*Dataset excerpts*

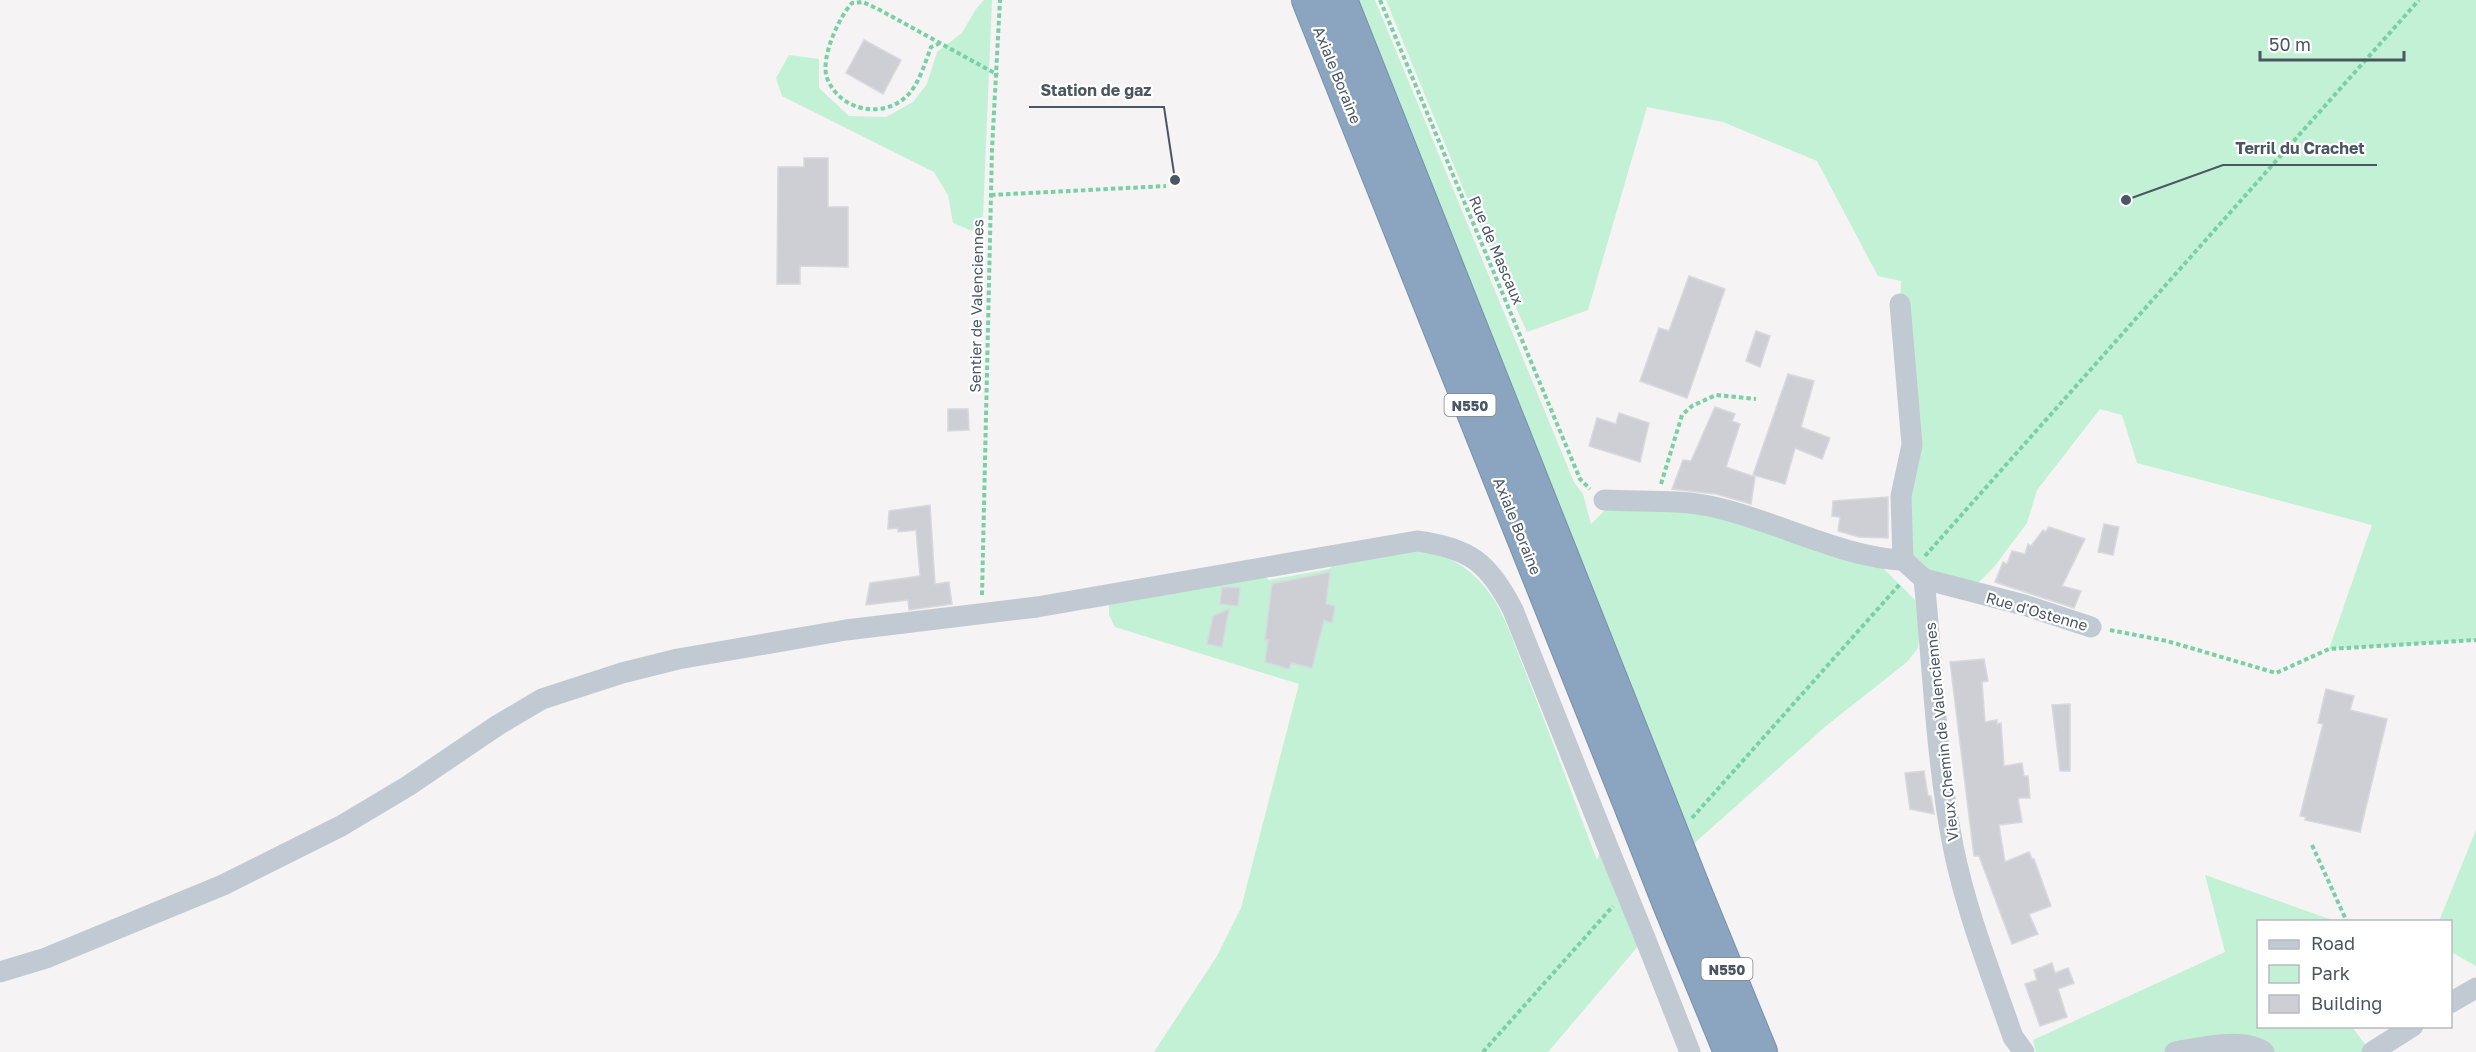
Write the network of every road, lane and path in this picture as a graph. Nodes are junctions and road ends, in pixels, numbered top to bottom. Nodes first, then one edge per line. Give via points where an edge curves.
1 (1000, 0) edge
2 (1308, 0) edge
3 (1341, 0) edge
4 (1380, 0) edge
5 (2419, 0) edge
6 (940, 43) junction
7 (998, 75) junction
8 (1166, 186) dead end
9 (991, 195) junction
10 (1900, 304) dead end
11 (1756, 399) dead end
12 (1604, 500) joint
13 (1656, 502) junction
14 (1915, 567) junction
15 (1902, 581) dead end
16 (981, 614) junction
17 (2091, 627) joint
18 (2476, 640) edge
19 (1644, 801) junction
20 (1687, 823) dead end
21 (2312, 845) dead end
22 (1681, 895) junction
23 (1616, 903) dead end
24 (2347, 920) edge
25 (0, 972) edge
26 (2476, 988) edge
27 (2452, 1002) edge
28 (2410, 1028) edge
29 (1484, 1052) edge
30 (1690, 1052) edge
31 (1730, 1052) edge
32 (1761, 1052) edge
33 (2024, 1052) edge
34 (2175, 1052) edge
35 (2264, 1052) edge
36 (2372, 1052) edge

1 - 7 path, Sentier de Valenciennes
2 - 19 highway, Axiale Boraine / N550
3 - 19 highway, Axiale Boraine / N550
4 - 12 path, Rue de Mascaux via 1580,479
5 - 14 path
6 - 6 path via 863,2 852,3 825,59 826,77 833,90 858,108 883,109 907,96 932,47
6 - 7 path
7 - 9 path, Sentier de Valenciennes
8 - 9 path
9 - 16 path, Sentier de Valenciennes
10 - 14 street, Vieux Chemin de Valenciennes via 1912,445 1901,496
11 - 13 path via 1716,395 1682,415
12 - 13 street, Rue d'Ostenne
13 - 14 street, Rue d'Ostenne via 1712,506
14 - 17 street, Rue d'Ostenne
14 - 33 street, Vieux Chemin de Valenciennes via 1954,848 1970,912 2013,1037
15 - 20 path
16 - 25 street via 846,630 678,659 542,699 408,786 296,849 223,885 104,935
16 - 30 street, bridge via 1388,544 1441,544 1467,554 1487,568 1513,610
17 - 18 path, Rue d'Ostenne via 2166,641 2276,673 2329,649
19 - 22 highway, Axiale Boraine / N550, bridge
21 - 24 path
22 - 31 highway, Axiale Boraine / N550
22 - 32 highway, Axiale Boraine / N550
23 - 29 path
26 - 27 street
28 - 36 street
34 - 35 street via 2231,1044

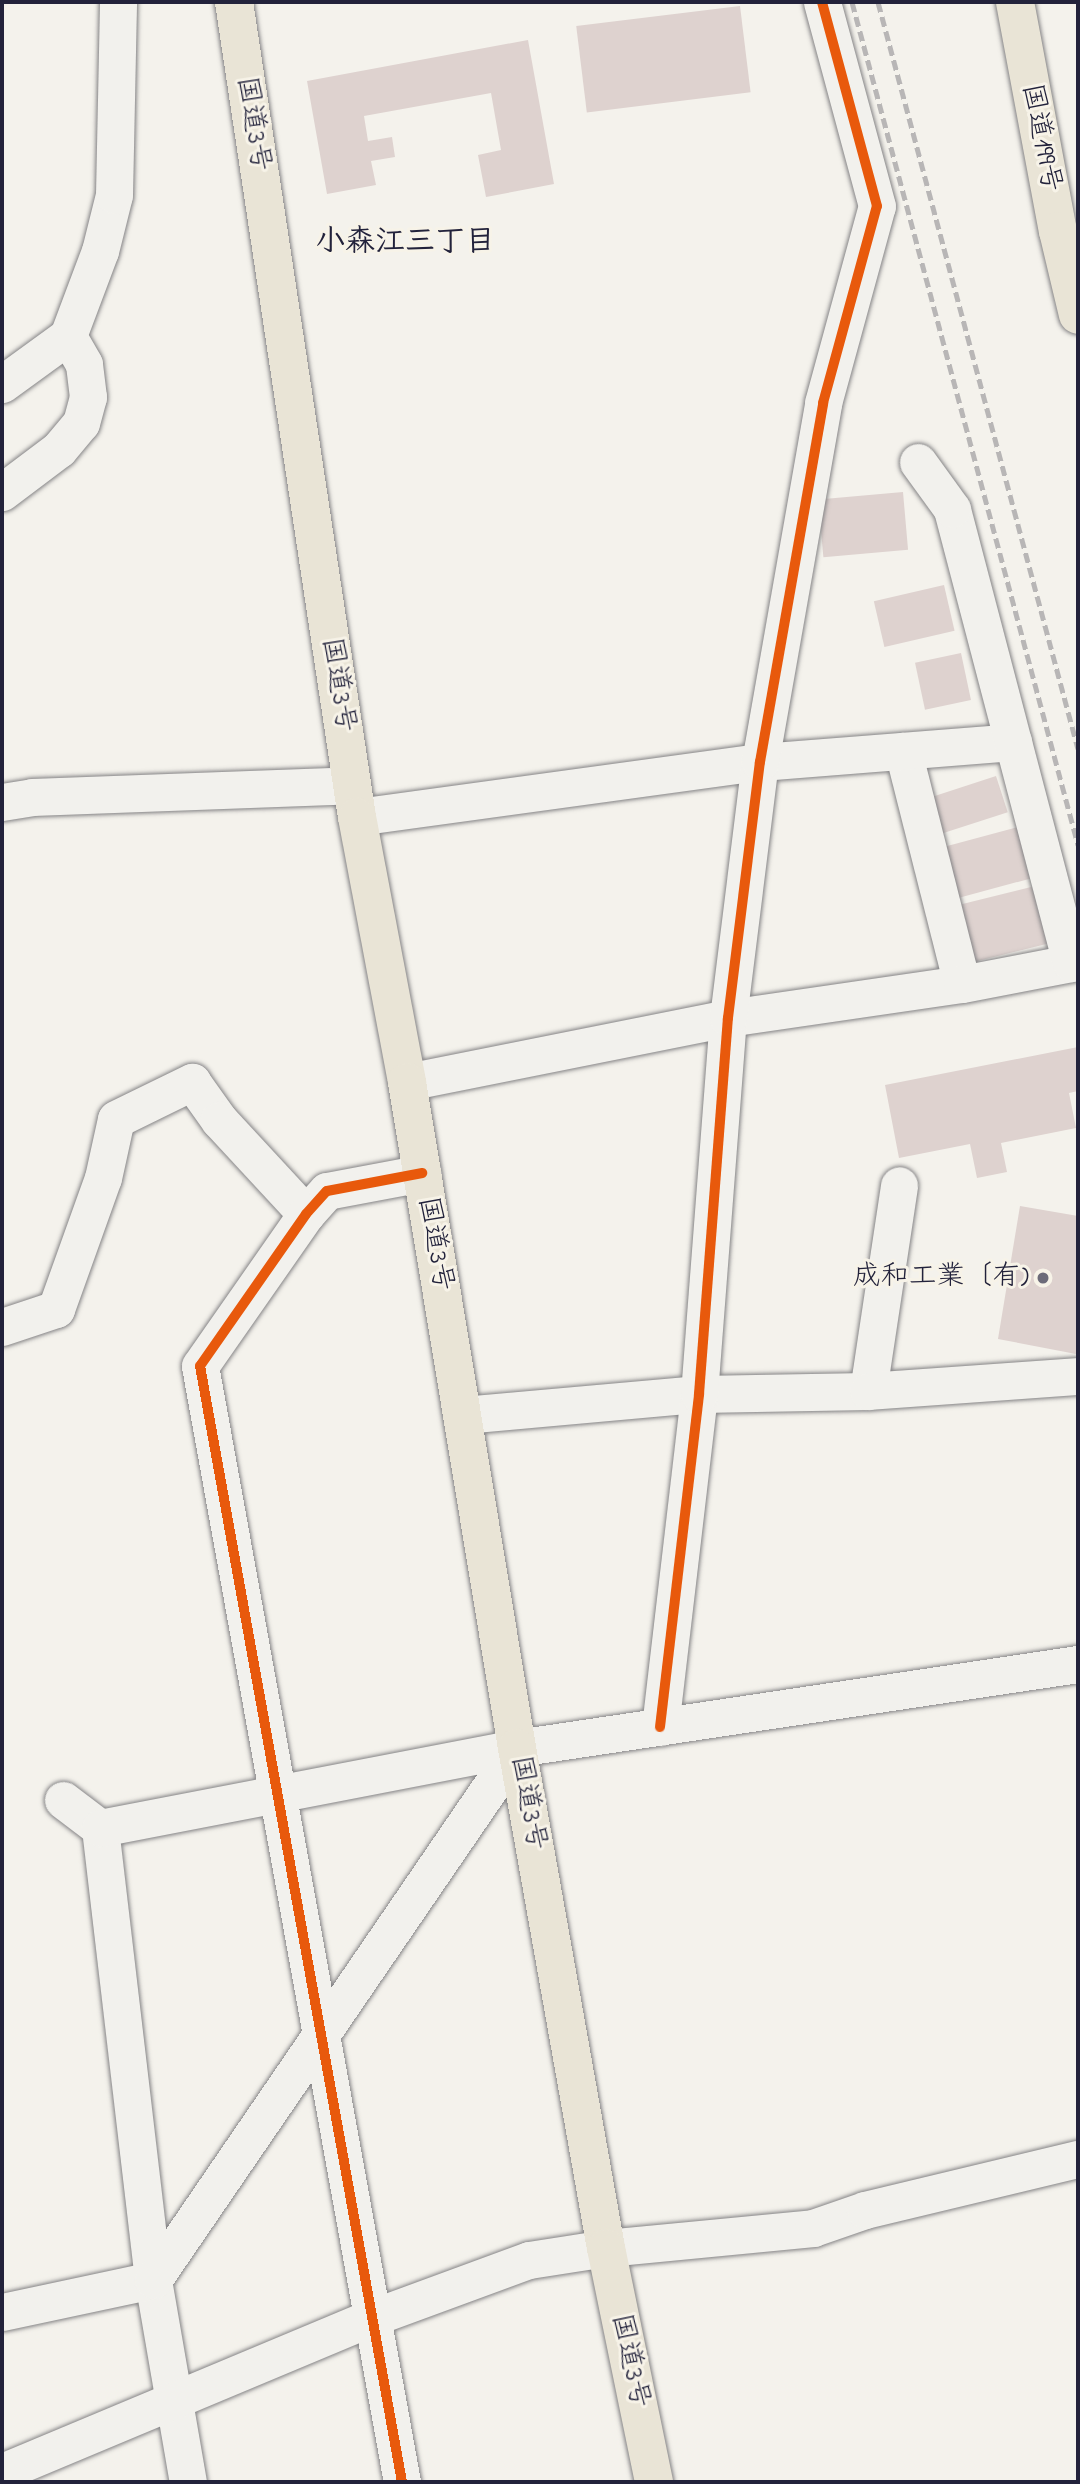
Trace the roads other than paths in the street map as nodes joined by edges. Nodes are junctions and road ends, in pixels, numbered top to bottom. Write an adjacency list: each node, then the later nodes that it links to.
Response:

*Prompt*
Lines from the one containing "Trace the roads" through the last line of the records, both included, are the only ones to print, each exactly as it is.

*Task answer*
Trace the roads other than paths in the street map as nodes joined by edges. Nodes are junctions and road ends, in pixels, numbered top to bottom. Write an adjacency list: each node, then the later nodes that it links to.
Response:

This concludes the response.